除了耿昱飞之外,耿闵轩与耿家近乎断绝往来,自立门户。
找上屠思敏之后,他才从耿昱飞口中意外得知,他们也正积极的延揽屠思敏进入博众企业,坐上财务大臣的位子。
然耿闵轩并不打算让步,他一笑置之,眼底却闪现一抹不为人察觉的狡猾。“我不是博众的人。”
听到他的回答,原本屏住呼吸的屠思敏,突然松了一口气。
不过即使如此,仍无法松动她所秉守的原则。
“对不起,恕我爱莫能助。
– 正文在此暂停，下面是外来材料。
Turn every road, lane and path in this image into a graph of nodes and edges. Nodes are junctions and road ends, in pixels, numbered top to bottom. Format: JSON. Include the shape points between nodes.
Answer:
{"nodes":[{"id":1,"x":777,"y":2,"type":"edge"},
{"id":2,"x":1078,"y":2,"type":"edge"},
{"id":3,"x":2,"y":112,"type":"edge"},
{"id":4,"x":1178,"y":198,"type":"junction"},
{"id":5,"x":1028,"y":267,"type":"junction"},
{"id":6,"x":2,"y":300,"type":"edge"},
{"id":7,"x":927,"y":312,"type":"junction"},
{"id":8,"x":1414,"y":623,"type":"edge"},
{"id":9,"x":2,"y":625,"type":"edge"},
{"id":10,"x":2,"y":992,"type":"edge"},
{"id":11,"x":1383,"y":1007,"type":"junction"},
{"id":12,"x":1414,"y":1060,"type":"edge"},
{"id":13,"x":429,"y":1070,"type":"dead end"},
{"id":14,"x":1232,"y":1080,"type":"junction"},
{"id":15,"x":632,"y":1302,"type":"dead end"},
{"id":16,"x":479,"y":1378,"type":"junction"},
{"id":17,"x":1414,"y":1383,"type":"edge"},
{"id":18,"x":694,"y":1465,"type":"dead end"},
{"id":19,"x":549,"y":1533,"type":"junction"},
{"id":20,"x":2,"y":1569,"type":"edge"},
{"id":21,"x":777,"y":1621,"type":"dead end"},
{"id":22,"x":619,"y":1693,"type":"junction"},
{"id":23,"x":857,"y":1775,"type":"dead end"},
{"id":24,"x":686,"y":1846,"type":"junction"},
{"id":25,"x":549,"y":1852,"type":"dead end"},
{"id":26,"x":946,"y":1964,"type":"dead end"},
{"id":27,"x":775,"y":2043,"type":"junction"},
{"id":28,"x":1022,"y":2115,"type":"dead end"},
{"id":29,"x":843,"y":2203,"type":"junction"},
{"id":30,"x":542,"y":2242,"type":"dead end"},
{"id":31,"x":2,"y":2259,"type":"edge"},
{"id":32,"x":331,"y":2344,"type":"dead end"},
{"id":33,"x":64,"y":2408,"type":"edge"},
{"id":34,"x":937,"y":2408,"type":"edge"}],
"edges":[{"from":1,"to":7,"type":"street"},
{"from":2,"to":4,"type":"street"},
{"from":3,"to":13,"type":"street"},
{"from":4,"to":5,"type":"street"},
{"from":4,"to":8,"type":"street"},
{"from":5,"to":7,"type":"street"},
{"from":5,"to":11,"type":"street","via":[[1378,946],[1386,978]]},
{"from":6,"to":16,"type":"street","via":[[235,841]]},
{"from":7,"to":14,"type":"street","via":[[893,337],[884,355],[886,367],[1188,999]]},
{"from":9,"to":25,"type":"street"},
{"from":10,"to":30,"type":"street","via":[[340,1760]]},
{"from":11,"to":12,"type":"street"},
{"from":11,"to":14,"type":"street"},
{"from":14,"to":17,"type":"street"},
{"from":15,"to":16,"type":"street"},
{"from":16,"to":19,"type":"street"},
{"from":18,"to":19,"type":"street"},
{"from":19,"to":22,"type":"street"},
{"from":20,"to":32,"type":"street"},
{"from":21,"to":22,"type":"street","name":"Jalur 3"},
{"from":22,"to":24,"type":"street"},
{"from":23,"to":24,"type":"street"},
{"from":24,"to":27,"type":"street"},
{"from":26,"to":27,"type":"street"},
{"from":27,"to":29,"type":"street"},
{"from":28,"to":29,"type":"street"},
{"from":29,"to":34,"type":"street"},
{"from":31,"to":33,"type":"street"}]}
”
“你已经答应博众的挖角了吗?”耿闵轩眉心微拢。
“不,我不会离开万业。”屠思敏肯定的回答。
耿闵轩紧眯双眼,这女人一身金钟罩铁布衫,要攻破她筑起的坚实防护,恐怕需要运用一些心理战术才行。
“你知道何谓运气吗?”
“我建立专业的形象是靠实力,不是靠运气。”
“当机会来了,如果你不去抓住它,那么你所建立的专业和实力,又有何用武之地?”
屠思敏微愣,旋即又镇定回应:“我不认为我在事务所无法发挥实力……”
“一人抵五人用,每天喘如牛般的工作,那不是用来证明自己的实力,我认为那过于浪费精力。”
“谢谢耿先生对我的关心,我天生好动,精力旺盛,闲不下来。”
“我以为一个擅于精打细算的顶尖会计师,会是个懂得运用智慧的女人,看来是我错估了。”
从来没有人怀疑过她的高智商,和超人一等的反应,而他这种说法,摆明批评她又笨又迟钝!
屠思敏霍地起身,明眸闪现两团火焰的瞪著他。“我只知道什么是道义,不像有钱人只知道有钱能使鬼推磨。”
看得出来,他彻底激怒她了!
但耿闵轩仍悠然自得的说:“机会永远掌握在你手中,屠会计师。”
“对不起,恕我失陪!”说完,屠思敏一反平日的原则,恼火的起身离开。
这女人很有趣!
他欣赏她的能干敏锐,同时也喜欢她的智慧,所以,他不会放弃延揽她的。